Anyone can buy a souvenir, but not everyone can take back one worth cherishing Translated loosely, a souvenir means anything that serves as reminder of a place, person or event.
That means that there is at least one thing essential for a souvenir to be called so – the memory bit. However, come to think of it, when was the last time you picked something from a holiday and did not throw it in a drawer or inside a showcase? When did you actually look back at it as a trigger for happy thoughts or fond anecdotes?
Go to a beach, pick a shell. Go to an amusement park, pick a cartoon cap. Visit a hill station, bring back scarves. Forgot to pack a souvenir, grab some random chocolate hamper at the airport. Souvenirs have been made too simple to be called so. They are, at best, a formality to scurry about.
At worst, they are the things you could not pick because the flight was on time. Alternatively, they are the things that make your baggage rip at seams and force you to negotiate with the airline staff.
Are they really to be fussed over at all?
Turns out they are more important than what we make them to be if they take a lot of space in the bag, of the wallet and at the wall back home.
These three tests suffice to help you with a souvenir that evokes everything but regret.
There is no rule that says that souvenirs would be significant only if they are huge.
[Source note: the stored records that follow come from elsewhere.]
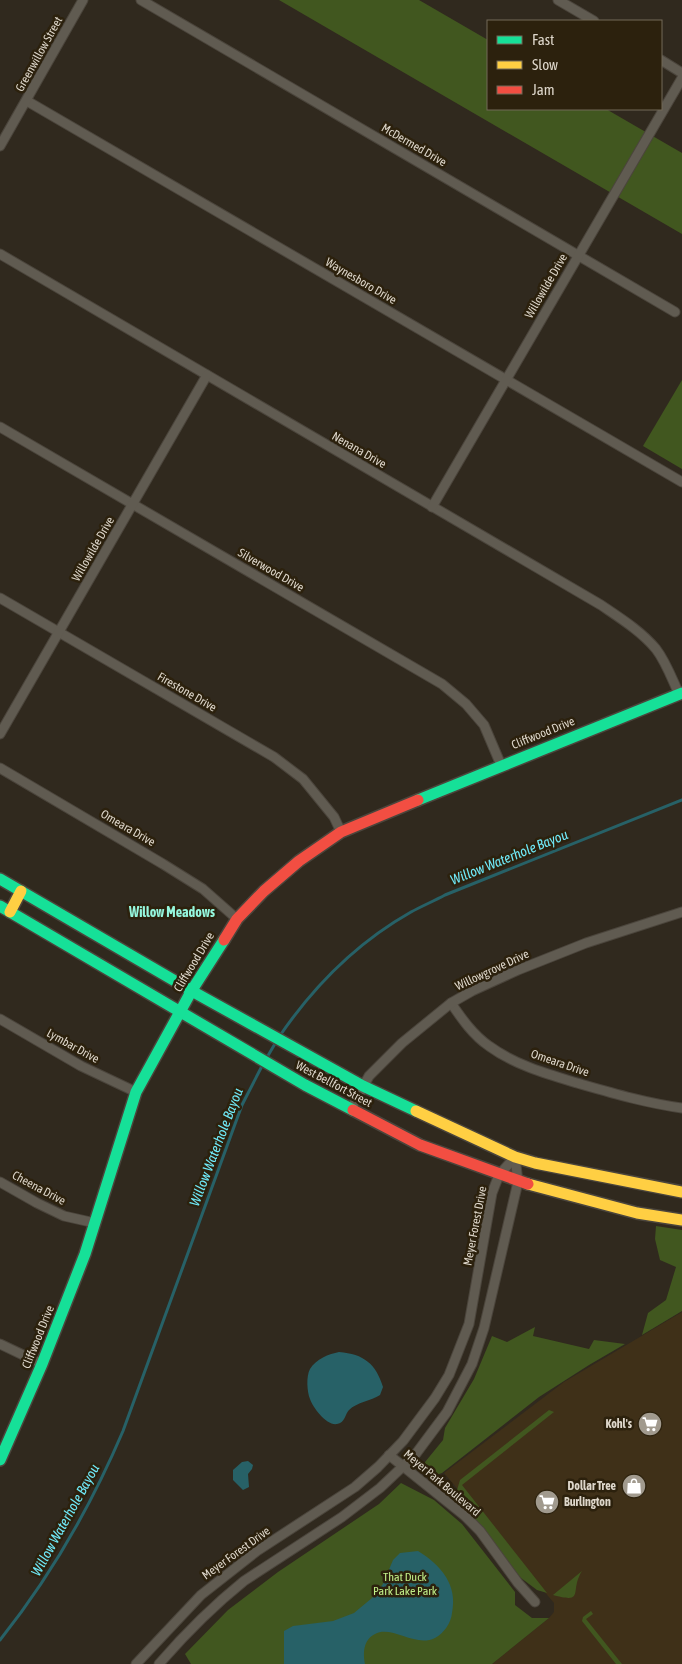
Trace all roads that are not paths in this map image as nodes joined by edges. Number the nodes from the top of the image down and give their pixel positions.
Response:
1 (83, 0) edge
2 (141, 0) edge
3 (558, 0) edge
4 (592, 20) edge
5 (662, 61) edge
6 (682, 73) edge
7 (682, 78) edge
8 (26, 101) junction
9 (0, 146) edge
10 (0, 254) edge
11 (579, 256) junction
12 (675, 312) dead end
13 (207, 376) junction
14 (506, 380) junction
15 (0, 427) edge
16 (682, 482) edge
17 (133, 504) junction
18 (432, 507) junction
19 (0, 598) edge
20 (59, 632) junction
21 (681, 694) edge
22 (0, 734) edge
23 (501, 765) junction
24 (0, 768) edge
25 (341, 832) junction
26 (0, 879) edge
27 (21, 891) junction
28 (5, 909) edge
29 (682, 912) edge
30 (237, 919) junction
31 (192, 990) junction
32 (451, 1003) junction
33 (180, 1013) junction
34 (0, 1019) edge
35 (363, 1086) junction
36 (136, 1092) junction
37 (682, 1108) edge
38 (351, 1109) junction
39 (516, 1157) junction
40 (499, 1175) junction
41 (0, 1182) edge
42 (518, 1182) junction
43 (682, 1192) edge
44 (682, 1220) edge
45 (96, 1224) junction
46 (469, 1324) junction
47 (484, 1328) junction
48 (0, 1344) edge
49 (42, 1364) junction
50 (389, 1455) junction
51 (0, 1460) edge
52 (403, 1467) junction
53 (315, 1514) junction
54 (325, 1528) junction
55 (535, 1602) dead end
56 (148, 1650) junction
57 (160, 1663) edge
58 (136, 1664) edge

1 - 8 street, Greenwillow Street
2 - 11 street, McDermed Drive
3 - 4 street
5 - 6 street
7 - 11 street, Willowilde Drive
8 - 9 street, Greenwillow Street
8 - 14 street, Waynesboro Drive
10 - 13 street, Nenana Drive
11 - 12 street, McDermed Drive
11 - 14 street, Willowilde Drive
13 - 17 street, Willowilde Drive
13 - 18 street, Nenana Drive
14 - 16 street, Waynesboro Drive
14 - 18 street, Willowilde Drive
15 - 17 street, Silverwood Drive
17 - 20 street, Willowilde Drive
17 - 23 street, Silverwood Drive
18 - 21 street, Nenana Drive
19 - 20 street, Firestone Drive
20 - 22 street, Willowilde Drive
20 - 25 street, Firestone Drive
21 - 23 main road, Cliffwood Drive
23 - 25 main road, Cliffwood Drive
24 - 30 street, Omeara Drive
25 - 30 main road, Cliffwood Drive
26 - 27 main road, West Bellfort Street
27 - 28 main road
27 - 31 main road, West Bellfort Street
28 - 33 main road, West Bellfort Street
29 - 32 street, Willowgrove Drive
30 - 31 main road, Cliffwood Drive
31 - 33 main road, Cliffwood Drive
31 - 35 main road, West Bellfort Street
32 - 35 street, Willowgrove Drive
32 - 37 street, Omeara Drive
33 - 36 main road, Cliffwood Drive
33 - 38 main road, West Bellfort Street
34 - 36 street, Lymbar Drive
35 - 38 street, Willowgrove Drive
35 - 39 main road, West Bellfort Street
36 - 45 main road, Cliffwood Drive
38 - 40 main road, West Bellfort Street
39 - 40 street, Meyer Forest Drive
39 - 42 street
39 - 43 main road, West Bellfort Street
40 - 42 main road, West Bellfort Street
40 - 46 street, Meyer Forest Drive
41 - 45 street, Cheena Drive
42 - 44 main road, West Bellfort Street
42 - 47 street
45 - 49 main road, Cliffwood Drive
46 - 47 street
46 - 50 street, Meyer Forest Drive
47 - 52 street
48 - 49 street
49 - 51 main road, Cliffwood Drive
50 - 52 street, Meyer Park Boulevard
50 - 53 street, Meyer Forest Drive
52 - 54 street
52 - 55 street, Meyer Park Boulevard
53 - 54 street
53 - 56 street, Meyer Forest Drive
54 - 57 street
56 - 57 street
56 - 58 street, Meyer Forest Drive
What goes for gifts goes for them as well. A small hand-woven handkerchief from a local artisan is way more keep-worthy than a fancy artifact that weighs some annoying pounds.
A gift, whether for yourself, of for someone else has to be thoughtful, above everything else. For instance- Don’t buy a cashmere shawl from Kashmir if you stay in the tropics or if your friend never wears one. Buy a local spice that is key to Wazwan cuisine instead or some ingredient to make a fuzzy kahwa back home.
Also, make sure that the item fits in the luggage. This rule comes into play all the more when you have to buy gifts for several people. Pick tiny but talk-friendly stuff. It does not have to be expensive as long as there is something interesting or simply, a narrative behind it.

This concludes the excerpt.